I'm having a difficult time trying to create a bar plot with and DataFrame grouped by year and month. With the following code I'm trying to plot the data in the created image, instead of that, is returning a second image. Also I tried to move the legend to the right and change its values to the corresponding month.

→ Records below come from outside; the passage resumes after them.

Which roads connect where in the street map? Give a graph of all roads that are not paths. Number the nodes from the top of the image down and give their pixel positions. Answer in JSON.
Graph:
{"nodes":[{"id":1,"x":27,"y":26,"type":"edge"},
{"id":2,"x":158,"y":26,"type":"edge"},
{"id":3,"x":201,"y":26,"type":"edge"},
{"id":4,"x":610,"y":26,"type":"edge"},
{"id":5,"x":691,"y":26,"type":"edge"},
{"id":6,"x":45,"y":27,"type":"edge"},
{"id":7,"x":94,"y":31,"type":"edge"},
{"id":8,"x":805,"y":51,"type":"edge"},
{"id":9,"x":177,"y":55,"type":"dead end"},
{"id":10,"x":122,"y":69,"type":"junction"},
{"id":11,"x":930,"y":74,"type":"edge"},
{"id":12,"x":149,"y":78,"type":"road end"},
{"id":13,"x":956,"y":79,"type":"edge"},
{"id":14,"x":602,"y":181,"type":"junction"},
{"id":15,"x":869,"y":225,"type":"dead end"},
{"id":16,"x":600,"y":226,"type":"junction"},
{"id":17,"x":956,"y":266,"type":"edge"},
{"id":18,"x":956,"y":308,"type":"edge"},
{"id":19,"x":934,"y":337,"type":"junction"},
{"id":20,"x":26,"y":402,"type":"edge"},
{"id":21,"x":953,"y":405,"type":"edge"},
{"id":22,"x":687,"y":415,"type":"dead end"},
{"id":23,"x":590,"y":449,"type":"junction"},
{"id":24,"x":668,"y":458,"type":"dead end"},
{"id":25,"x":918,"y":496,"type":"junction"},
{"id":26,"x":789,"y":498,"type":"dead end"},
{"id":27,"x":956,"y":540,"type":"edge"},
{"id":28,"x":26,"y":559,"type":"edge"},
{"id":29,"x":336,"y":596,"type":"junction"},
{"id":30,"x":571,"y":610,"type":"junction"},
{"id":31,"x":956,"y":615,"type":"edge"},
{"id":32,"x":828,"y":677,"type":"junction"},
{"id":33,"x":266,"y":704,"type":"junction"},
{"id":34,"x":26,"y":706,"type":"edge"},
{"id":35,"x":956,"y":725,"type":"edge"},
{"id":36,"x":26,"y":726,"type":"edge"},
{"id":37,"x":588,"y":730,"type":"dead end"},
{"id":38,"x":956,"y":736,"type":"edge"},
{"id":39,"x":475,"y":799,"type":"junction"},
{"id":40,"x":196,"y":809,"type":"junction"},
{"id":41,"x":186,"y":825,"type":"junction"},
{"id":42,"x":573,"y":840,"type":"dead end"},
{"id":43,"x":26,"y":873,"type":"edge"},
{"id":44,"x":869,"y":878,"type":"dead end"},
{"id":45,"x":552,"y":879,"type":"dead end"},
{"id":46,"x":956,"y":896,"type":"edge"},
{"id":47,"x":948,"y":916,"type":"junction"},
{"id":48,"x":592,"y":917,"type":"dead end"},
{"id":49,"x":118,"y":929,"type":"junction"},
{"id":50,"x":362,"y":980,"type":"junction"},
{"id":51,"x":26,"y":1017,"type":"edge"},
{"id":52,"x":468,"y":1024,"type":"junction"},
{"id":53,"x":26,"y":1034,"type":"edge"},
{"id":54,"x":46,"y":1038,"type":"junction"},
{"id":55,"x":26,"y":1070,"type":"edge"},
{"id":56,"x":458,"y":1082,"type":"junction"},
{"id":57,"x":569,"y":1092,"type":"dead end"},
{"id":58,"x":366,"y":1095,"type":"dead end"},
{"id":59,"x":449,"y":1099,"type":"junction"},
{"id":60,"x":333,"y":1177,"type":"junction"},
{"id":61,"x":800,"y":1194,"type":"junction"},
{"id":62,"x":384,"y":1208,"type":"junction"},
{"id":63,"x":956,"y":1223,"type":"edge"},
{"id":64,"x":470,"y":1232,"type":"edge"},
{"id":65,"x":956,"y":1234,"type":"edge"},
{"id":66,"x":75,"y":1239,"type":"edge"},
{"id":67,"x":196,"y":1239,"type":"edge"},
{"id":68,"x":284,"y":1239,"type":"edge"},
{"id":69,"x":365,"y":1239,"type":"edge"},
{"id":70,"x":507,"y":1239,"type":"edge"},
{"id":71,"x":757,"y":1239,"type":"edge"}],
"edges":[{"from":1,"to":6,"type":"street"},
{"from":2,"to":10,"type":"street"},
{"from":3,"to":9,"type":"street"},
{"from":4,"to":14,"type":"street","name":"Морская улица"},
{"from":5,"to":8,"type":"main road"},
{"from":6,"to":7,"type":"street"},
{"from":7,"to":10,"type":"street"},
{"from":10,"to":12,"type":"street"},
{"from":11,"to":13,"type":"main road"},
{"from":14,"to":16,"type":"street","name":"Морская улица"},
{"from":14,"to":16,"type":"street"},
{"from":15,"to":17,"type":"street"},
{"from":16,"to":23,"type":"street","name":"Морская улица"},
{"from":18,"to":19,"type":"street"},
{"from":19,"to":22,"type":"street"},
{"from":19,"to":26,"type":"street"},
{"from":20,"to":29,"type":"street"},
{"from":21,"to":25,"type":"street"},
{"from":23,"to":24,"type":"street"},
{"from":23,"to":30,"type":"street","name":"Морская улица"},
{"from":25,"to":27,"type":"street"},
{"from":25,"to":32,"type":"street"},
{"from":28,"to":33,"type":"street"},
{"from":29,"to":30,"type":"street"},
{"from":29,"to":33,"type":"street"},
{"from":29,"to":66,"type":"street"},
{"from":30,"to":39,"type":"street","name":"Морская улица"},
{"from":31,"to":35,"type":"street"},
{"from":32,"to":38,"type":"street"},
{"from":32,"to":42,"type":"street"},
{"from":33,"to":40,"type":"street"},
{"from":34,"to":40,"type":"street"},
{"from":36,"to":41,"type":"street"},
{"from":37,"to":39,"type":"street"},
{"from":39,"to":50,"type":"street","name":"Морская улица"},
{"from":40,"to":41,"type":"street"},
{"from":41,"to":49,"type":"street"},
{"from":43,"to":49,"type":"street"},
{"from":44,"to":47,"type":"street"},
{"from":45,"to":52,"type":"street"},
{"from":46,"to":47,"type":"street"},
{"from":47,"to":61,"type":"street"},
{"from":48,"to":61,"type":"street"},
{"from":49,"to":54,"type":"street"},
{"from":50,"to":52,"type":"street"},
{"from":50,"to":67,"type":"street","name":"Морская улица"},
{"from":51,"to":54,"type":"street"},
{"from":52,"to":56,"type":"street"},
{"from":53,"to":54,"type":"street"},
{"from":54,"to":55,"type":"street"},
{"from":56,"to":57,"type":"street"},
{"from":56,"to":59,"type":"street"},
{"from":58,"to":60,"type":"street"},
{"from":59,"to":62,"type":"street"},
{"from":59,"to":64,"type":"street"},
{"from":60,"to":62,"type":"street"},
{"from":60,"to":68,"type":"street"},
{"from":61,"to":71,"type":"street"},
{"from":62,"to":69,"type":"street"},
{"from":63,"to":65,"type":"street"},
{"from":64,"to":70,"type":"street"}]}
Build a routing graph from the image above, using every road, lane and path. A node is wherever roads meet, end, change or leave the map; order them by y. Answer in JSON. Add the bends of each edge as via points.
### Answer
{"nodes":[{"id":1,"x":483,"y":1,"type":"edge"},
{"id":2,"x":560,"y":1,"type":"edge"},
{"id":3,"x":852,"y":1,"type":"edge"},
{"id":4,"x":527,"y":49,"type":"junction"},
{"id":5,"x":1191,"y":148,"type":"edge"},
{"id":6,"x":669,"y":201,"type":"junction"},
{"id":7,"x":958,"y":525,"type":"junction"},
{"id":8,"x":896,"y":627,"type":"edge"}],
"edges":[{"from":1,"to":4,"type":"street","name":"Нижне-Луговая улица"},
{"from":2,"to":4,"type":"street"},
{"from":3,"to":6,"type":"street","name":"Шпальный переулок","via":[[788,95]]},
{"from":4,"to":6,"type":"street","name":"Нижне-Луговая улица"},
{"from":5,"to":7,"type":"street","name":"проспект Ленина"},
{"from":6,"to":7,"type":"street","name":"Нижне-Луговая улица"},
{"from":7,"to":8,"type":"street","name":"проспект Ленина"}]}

I started to get a feel for the DataFrames obtained with the groupby command, though not getting what I expected led me to ask you guys.

import pandas as pd
from matplotlib import pyplot as plt
import seaborn as sns

df = pd.read_csv('fcc-forum-pageviews.csv', index_col='date')
line_plot = df.value[(df.value > df.value.quantile(0.025)) & (df.value < df.value.quantile(0.975))]
fig, ax = plt.subplots(figsize=(10,10))
bar_plot = line_plot.groupby([line_plot.index.year, line_plot.index.month]).mean().unstack()
bar_plot.plot(kind='bar')
ax.set_xlabel('Years')
ax.set_ylabel('Average Page Views')
plt.show()

enter image description here enter image description here

This is the format of the data that I am analyzing.

date,value
2016-05-09,1201
2016-05-10,2329
2016-05-11,1716
2016-05-12,10539
2016-05-13,6933
Trenton McKinney
  • 56,955
  • 33
  • 144
  • 158

2 Answers2

3
  1. Add a sorted categorical 'month' column with pd.Categorical
  2. Transform the dataframe to a wide format with pd.pivot_table where aggfunc='mean' is the default.
    • Wide format is typically best for plotting grouped bars.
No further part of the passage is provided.